• **What the task asks**: Scan the entries line by line and return those with "Plutarco".

====================

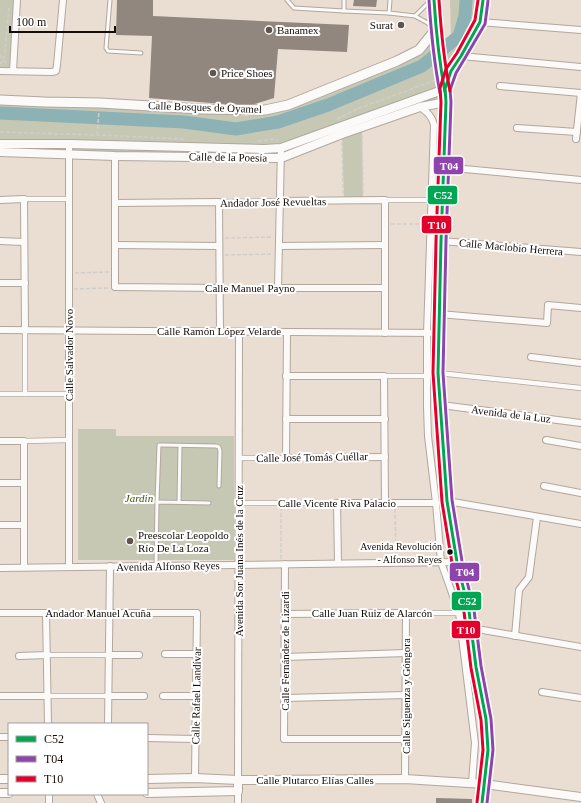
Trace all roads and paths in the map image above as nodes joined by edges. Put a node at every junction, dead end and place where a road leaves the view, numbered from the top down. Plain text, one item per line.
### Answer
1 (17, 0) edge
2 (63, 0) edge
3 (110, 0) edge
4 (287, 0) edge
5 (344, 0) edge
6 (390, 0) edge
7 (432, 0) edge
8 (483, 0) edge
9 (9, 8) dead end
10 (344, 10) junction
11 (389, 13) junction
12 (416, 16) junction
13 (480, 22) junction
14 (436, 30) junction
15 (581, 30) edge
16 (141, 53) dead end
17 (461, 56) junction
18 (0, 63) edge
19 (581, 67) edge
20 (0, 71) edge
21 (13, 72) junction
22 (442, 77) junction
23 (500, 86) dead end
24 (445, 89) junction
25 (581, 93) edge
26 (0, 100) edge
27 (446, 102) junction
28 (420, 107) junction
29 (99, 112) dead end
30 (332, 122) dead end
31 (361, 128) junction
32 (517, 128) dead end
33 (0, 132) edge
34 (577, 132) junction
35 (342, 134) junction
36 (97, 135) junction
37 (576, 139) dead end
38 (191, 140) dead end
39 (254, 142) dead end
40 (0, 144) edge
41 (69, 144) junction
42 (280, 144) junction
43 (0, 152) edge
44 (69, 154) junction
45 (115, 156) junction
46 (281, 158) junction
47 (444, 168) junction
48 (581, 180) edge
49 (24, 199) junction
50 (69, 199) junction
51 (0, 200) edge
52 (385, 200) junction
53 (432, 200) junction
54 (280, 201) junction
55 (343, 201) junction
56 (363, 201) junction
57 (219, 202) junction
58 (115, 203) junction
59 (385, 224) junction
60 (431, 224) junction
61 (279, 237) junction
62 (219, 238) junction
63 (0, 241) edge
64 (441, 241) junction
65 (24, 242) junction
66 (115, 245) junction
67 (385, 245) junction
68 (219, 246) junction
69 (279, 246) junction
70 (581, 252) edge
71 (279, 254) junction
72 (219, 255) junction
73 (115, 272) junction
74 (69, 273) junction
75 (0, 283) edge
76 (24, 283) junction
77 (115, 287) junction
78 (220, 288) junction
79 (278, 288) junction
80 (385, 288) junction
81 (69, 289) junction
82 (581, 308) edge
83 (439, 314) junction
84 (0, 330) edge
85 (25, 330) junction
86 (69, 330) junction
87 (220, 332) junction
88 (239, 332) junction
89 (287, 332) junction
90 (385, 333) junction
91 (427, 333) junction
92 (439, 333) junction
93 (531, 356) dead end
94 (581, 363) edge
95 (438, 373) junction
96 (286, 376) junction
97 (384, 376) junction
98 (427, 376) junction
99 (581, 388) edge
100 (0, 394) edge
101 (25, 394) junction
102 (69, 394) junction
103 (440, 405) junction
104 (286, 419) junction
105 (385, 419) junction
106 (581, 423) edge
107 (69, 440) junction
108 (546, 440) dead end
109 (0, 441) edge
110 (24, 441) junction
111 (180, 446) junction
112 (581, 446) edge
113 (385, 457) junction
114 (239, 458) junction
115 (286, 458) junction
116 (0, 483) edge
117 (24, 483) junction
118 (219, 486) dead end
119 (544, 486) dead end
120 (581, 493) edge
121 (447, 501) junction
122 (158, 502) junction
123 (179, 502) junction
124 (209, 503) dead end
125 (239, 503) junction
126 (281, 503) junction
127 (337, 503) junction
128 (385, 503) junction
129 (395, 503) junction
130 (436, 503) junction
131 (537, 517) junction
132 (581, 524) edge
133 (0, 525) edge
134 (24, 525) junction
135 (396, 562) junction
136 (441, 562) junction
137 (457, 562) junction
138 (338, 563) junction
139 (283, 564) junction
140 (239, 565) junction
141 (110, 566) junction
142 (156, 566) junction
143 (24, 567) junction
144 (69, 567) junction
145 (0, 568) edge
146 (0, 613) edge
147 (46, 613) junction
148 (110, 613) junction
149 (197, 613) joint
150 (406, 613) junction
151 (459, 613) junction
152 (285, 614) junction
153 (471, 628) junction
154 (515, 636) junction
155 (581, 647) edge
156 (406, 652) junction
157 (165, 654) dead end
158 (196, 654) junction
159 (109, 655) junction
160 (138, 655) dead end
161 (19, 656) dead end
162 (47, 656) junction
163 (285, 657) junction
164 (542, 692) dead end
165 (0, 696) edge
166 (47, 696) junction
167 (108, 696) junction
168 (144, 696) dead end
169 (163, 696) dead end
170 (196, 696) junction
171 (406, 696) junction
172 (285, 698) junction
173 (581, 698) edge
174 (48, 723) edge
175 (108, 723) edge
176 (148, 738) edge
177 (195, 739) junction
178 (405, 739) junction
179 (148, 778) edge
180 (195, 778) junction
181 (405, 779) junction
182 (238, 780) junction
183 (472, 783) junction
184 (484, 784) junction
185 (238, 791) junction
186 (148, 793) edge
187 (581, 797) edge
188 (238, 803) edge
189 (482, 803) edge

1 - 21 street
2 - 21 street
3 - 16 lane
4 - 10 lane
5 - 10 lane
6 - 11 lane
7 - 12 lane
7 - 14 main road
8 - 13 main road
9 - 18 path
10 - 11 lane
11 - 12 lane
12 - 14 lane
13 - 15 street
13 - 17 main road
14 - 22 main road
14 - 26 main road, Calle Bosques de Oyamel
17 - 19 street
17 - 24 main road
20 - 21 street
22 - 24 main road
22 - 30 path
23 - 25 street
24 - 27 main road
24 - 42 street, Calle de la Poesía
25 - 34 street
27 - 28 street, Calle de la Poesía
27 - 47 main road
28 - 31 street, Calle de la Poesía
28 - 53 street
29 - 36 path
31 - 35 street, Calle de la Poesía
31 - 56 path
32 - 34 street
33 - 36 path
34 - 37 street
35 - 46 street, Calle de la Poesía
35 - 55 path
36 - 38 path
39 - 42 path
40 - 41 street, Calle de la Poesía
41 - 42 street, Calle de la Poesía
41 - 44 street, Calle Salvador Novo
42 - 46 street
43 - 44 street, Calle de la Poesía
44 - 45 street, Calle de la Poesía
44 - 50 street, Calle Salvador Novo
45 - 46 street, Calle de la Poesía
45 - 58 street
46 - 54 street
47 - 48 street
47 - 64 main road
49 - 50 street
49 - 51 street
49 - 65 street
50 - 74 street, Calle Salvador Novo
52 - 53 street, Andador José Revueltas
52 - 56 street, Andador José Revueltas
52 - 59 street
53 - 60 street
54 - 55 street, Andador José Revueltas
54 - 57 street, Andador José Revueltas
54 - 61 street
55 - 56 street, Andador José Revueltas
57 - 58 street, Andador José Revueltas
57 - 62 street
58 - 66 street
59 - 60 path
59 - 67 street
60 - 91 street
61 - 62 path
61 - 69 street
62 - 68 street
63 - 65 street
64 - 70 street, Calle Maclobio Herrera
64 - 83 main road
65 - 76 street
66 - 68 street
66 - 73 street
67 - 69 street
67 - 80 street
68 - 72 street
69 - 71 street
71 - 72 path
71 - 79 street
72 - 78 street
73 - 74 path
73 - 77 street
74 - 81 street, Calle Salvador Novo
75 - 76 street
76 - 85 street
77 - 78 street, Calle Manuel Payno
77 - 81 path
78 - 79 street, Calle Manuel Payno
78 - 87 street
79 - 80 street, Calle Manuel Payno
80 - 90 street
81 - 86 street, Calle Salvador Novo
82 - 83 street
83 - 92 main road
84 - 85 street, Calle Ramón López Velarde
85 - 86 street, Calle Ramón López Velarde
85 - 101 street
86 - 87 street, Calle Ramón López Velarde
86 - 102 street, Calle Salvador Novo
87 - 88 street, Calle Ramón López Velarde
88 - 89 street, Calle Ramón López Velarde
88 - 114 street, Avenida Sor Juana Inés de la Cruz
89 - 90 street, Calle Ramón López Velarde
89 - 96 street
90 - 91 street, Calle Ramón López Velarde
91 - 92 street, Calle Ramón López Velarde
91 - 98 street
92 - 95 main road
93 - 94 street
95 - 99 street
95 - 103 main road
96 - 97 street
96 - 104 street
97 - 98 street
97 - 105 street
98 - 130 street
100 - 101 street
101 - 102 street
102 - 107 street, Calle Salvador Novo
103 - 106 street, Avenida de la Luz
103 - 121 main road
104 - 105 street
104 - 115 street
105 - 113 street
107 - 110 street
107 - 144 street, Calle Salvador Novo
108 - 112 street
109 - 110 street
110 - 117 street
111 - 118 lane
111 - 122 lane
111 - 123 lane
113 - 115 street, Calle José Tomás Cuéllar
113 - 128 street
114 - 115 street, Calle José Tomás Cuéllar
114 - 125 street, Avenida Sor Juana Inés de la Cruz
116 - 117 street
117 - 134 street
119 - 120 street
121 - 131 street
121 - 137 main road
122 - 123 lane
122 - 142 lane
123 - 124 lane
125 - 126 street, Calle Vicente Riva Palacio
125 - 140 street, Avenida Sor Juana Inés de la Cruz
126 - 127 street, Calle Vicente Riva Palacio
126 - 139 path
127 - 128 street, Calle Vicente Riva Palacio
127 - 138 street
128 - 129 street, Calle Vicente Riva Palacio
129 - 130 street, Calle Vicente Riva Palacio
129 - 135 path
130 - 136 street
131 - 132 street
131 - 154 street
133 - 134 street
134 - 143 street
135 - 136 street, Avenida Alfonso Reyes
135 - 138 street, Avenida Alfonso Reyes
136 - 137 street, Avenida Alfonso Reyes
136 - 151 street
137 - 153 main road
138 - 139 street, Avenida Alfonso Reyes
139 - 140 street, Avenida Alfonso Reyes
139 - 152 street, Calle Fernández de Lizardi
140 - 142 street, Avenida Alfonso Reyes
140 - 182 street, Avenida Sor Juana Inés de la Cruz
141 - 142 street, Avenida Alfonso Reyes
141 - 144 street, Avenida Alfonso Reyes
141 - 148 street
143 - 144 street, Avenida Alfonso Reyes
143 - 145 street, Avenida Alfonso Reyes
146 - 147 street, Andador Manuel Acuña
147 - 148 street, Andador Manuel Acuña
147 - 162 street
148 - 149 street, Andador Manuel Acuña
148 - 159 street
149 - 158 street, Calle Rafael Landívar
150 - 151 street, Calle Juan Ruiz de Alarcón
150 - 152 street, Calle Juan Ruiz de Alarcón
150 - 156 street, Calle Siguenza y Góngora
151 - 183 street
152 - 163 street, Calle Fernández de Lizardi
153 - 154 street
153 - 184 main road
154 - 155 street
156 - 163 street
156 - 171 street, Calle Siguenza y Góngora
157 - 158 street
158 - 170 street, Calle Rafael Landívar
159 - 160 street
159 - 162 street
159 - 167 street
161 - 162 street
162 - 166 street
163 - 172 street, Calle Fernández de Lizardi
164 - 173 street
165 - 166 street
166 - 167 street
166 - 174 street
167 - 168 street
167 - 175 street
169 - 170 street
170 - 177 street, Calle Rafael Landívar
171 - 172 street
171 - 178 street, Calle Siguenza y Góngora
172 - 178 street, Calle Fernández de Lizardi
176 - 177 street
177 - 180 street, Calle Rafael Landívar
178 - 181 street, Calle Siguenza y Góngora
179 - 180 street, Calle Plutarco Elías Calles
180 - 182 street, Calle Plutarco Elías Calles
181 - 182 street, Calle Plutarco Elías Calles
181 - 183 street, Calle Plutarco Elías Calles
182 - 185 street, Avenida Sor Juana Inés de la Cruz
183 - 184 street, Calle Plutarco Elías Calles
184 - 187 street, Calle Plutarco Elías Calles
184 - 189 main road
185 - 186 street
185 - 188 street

====================

• **Result**:
179 - 180 street, Calle Plutarco Elías Calles
180 - 182 street, Calle Plutarco Elías Calles
181 - 182 street, Calle Plutarco Elías Calles
181 - 183 street, Calle Plutarco Elías Calles
183 - 184 street, Calle Plutarco Elías Calles
184 - 187 street, Calle Plutarco Elías Calles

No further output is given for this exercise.